Dalam dua kesempatan Ramadhan di negeri tulip ini, kami ditakdirkan dan diberi kesempatan membaca ’keanggunan’ buka puasa bersama yang sempat kami alami di aula kantor perwakilan. Kerumunan, keramaian dan antrean panjang dan lama akan terjadi khususnya saat-saat menambil minuman, jajanan dan atau makanan. Kenikmatan dan kebahagiaan berbuka puasa kadang sirna, ...astaghfirullah..., akibat menunggu antrian minum atau makan terlalu lama dan kesabaran kita benar-benar diuji karenanya. Apalagi kalau tiba giliran kita sudah sampai di depan wadah-wadah panganan ’stock’nya sudah habis atau menipis serta antrian masih panjang, aneka-warna rasa menjadi satu, antara ’kecewa’ tidak kebagian dan ’kasihan’ pada orang di belakangnya kalau mereka tidak kebagian ’jatah’.
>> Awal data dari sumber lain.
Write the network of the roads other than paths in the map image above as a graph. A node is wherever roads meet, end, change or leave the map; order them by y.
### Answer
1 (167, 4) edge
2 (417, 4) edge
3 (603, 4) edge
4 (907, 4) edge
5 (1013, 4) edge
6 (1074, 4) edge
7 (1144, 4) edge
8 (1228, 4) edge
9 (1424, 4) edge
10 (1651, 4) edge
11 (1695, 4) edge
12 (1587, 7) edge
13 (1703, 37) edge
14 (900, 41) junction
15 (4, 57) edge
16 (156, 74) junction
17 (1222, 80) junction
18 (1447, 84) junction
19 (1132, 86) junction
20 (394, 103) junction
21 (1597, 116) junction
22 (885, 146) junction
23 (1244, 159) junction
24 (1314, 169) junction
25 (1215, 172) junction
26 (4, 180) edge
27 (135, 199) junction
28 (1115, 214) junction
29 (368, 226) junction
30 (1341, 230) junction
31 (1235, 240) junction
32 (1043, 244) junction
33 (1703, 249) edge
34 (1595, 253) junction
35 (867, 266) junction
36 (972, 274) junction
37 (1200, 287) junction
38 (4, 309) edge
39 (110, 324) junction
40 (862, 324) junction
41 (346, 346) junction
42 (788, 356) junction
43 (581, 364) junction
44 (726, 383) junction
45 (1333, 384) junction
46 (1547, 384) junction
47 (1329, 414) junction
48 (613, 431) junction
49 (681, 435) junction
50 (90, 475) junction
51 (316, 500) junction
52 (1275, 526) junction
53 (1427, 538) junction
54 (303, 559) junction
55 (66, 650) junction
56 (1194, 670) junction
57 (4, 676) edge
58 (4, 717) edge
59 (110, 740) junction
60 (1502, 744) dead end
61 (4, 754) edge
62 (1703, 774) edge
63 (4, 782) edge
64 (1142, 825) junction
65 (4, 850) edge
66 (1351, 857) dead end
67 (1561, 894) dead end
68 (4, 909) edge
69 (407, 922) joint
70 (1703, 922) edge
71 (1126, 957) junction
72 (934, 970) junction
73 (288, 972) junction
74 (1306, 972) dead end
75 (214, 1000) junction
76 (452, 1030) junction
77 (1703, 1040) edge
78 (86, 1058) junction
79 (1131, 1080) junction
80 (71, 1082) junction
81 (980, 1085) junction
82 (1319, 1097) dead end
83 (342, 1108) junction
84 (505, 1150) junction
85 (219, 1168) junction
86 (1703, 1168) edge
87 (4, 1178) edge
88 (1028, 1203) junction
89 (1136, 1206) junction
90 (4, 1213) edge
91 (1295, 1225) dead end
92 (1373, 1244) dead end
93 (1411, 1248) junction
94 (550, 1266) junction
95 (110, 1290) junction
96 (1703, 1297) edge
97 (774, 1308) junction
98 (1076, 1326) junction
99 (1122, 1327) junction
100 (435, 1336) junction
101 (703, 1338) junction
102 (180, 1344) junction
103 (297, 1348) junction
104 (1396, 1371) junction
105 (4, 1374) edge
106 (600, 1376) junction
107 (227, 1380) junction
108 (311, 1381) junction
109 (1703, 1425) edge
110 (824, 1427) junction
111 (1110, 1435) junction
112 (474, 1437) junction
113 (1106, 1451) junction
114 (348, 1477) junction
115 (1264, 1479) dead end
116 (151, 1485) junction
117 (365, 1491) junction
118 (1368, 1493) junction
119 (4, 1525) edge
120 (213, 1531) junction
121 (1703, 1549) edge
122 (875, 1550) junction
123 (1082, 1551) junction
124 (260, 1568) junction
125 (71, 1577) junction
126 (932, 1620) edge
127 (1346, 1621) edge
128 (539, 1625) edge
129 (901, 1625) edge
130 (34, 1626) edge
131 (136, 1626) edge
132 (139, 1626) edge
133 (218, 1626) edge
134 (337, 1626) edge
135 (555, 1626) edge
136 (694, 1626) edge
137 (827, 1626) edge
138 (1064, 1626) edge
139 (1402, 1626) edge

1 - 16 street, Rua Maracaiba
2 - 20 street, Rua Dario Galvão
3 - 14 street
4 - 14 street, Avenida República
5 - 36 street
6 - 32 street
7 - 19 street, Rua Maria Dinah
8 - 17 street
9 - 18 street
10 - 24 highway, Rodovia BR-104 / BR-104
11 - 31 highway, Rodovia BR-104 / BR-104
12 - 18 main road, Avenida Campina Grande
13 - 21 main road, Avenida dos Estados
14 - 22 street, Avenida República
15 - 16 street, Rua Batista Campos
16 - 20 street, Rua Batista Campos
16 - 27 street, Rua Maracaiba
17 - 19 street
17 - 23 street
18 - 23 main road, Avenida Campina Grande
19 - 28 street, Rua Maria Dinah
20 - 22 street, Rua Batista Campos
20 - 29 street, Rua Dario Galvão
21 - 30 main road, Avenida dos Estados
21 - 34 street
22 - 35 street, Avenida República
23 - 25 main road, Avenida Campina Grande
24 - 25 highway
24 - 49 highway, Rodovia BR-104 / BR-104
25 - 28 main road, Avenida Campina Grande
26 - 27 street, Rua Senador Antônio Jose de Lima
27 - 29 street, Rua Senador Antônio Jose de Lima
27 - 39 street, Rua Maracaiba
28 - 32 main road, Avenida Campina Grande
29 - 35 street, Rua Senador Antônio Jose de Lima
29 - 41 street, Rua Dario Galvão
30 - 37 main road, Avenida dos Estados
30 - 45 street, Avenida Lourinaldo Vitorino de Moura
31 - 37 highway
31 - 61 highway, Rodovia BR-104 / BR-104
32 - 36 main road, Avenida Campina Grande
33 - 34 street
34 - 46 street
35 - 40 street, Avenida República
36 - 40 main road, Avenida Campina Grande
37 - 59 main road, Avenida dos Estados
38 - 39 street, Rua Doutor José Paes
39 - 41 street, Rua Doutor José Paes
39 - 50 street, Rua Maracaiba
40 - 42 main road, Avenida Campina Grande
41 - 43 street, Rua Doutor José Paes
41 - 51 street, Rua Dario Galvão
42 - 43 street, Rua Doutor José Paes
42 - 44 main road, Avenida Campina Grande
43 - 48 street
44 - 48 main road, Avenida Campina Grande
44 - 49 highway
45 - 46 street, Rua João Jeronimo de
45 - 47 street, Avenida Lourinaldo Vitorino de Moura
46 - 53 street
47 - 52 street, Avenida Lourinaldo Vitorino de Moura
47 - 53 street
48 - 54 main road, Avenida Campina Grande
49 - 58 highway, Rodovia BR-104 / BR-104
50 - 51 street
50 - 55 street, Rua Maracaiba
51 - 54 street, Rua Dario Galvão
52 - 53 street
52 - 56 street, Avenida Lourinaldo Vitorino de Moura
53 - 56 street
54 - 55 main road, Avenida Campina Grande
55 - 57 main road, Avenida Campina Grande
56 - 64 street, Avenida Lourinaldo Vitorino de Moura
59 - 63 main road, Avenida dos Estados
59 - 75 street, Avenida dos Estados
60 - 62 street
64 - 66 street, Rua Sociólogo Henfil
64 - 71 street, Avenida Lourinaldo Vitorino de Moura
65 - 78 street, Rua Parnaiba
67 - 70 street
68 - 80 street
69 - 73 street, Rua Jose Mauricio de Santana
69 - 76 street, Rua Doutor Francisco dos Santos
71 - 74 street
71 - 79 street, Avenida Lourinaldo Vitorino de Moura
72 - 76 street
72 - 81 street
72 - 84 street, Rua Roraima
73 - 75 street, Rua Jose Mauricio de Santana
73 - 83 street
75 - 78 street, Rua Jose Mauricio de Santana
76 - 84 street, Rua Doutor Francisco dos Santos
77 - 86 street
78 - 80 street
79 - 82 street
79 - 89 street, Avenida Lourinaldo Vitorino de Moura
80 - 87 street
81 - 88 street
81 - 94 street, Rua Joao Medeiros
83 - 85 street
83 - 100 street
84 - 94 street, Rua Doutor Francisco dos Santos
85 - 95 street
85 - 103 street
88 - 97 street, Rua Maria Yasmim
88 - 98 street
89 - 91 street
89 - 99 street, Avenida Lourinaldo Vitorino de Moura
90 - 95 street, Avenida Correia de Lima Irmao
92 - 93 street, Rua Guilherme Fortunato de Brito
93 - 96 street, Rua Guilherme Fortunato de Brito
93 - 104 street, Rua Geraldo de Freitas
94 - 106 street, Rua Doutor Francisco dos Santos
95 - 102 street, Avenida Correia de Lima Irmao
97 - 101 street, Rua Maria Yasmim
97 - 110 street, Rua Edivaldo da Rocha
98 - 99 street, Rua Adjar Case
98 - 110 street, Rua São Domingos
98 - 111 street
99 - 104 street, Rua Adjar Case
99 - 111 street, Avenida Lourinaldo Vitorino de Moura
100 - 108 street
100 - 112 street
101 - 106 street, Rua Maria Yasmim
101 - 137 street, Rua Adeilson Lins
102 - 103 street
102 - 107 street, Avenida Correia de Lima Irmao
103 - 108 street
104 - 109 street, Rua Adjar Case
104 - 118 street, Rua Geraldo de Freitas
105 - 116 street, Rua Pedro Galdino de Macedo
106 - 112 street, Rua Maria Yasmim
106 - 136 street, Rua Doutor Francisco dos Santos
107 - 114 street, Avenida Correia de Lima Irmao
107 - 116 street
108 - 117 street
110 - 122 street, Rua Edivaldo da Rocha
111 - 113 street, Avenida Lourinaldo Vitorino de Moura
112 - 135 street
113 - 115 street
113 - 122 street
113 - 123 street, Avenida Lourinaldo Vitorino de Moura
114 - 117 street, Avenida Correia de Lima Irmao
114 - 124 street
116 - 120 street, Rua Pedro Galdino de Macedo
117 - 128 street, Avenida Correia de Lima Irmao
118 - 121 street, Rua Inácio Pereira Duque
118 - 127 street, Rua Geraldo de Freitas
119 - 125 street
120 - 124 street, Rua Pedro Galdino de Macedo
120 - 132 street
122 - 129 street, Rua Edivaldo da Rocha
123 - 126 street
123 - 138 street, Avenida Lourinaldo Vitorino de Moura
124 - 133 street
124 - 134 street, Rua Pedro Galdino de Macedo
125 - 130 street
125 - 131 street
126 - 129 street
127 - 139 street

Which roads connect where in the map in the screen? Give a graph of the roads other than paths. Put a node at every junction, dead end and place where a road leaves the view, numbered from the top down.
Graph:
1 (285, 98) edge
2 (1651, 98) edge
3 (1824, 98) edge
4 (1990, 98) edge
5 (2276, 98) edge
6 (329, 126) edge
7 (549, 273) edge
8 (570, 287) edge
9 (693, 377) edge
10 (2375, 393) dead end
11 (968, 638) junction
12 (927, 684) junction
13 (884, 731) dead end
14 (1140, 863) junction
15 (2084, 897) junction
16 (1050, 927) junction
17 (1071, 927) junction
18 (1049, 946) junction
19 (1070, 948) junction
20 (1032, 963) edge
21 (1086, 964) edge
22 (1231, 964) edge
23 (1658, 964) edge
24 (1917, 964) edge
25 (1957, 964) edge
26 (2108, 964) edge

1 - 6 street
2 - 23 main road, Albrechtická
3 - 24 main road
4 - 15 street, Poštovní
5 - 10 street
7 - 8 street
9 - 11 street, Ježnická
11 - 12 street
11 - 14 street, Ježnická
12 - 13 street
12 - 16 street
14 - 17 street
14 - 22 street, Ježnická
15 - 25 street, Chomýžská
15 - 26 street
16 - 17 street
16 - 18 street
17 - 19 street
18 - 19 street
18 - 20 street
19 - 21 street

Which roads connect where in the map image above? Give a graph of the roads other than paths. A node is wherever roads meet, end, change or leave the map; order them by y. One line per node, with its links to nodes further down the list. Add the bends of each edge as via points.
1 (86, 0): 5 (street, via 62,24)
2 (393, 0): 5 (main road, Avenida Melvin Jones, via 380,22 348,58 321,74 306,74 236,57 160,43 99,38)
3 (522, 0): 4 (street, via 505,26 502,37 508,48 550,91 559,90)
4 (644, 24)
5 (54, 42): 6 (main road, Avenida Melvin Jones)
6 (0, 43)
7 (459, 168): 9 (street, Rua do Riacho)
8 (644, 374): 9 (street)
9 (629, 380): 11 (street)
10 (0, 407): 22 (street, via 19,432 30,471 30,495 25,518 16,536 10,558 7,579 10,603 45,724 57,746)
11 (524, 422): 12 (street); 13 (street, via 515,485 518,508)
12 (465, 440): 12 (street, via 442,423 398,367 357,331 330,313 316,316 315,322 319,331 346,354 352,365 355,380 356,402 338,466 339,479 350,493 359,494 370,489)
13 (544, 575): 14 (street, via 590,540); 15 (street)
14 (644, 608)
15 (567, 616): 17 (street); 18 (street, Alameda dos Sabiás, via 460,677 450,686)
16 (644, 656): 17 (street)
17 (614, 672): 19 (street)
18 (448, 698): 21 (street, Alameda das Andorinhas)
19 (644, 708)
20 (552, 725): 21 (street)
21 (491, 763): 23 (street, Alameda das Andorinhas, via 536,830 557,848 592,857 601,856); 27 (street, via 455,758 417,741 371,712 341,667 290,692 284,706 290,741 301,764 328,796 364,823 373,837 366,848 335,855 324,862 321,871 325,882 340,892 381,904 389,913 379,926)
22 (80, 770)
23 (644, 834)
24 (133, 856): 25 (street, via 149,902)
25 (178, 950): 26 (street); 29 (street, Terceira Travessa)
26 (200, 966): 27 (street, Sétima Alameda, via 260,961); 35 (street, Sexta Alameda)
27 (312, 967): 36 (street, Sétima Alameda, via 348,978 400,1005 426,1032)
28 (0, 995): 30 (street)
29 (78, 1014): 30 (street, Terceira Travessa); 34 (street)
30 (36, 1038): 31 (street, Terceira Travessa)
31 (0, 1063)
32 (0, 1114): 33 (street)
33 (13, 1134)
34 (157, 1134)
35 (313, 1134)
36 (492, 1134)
Walaupun ibadah adalah urusan dan hak pribadi, namun nampaknya ’bibit dosa’ selalu menghantui kami saat hati ini tergelitik dan bathin ini tergoda untuk beburuk sangka saat kami tahu bahwa antrean, keramaian dan kerumunan besar itu hampir selalu tidak ada lagi saat waktu sholat, pengajian/tausiyah dan do’a bersama. Kebersamaan, wajah-wajah ceria penuh senyum dan canda-tawa saat menikmati santapan buka puasa dan kehangatan keakraban yang menyejukan jiwa yang selalu kami rindukan kehadiranya ternyata tidak bisa dinikmati sampai akhir acara ...karena hanya sebagaian kecil saja yang tersisa.... Allah Maha Memberi, Maha Mencukupi dan Maha Mengasihi dan memang dunia selalu baik hati dan bersahabat bagi siapapun yang menginginkannya.

3. Nun jauh di salah satu kabupaten di Jawa Timur di pertengahan bulan Ramadhan tahun ini, ada mahluk 'spesies' manusia yang tega menganiaya rakyat jelata ...kaum faqir miskin papa..., bahkan 'membunuh' puluhan diantaranya akibat tergencet dan terinjak injak oleh kerumunan yang ‘sengaja’ dibuat, dengan kemasan berderma membagi zakat. Tiada kata dan dalih yang layak untuk menggambarkan tragedy ini, kecuali si mahluk yang merasa kaya itu ingin diketahui dan diakui oleh khalayak sebagai hartawan yang dermawan dan agamis. Di qolbunya telah bertahta raja dan pembisik kesombongan dengan senjata jubriyanya ( ujub dan riya ). Baginya, ketenaran, kemashyuran, pengakuan, dan perasaan tinggi-hebat-terhormat adalah puncak kejayaan dan kebahagiaan dunia dan makanan jiwa yang lezat-bergizi yang harus digapai dan dipujanya. Semoga Allah SWT melidungi dan menyelamatkan kami dari penyakit-penyalit hati itu.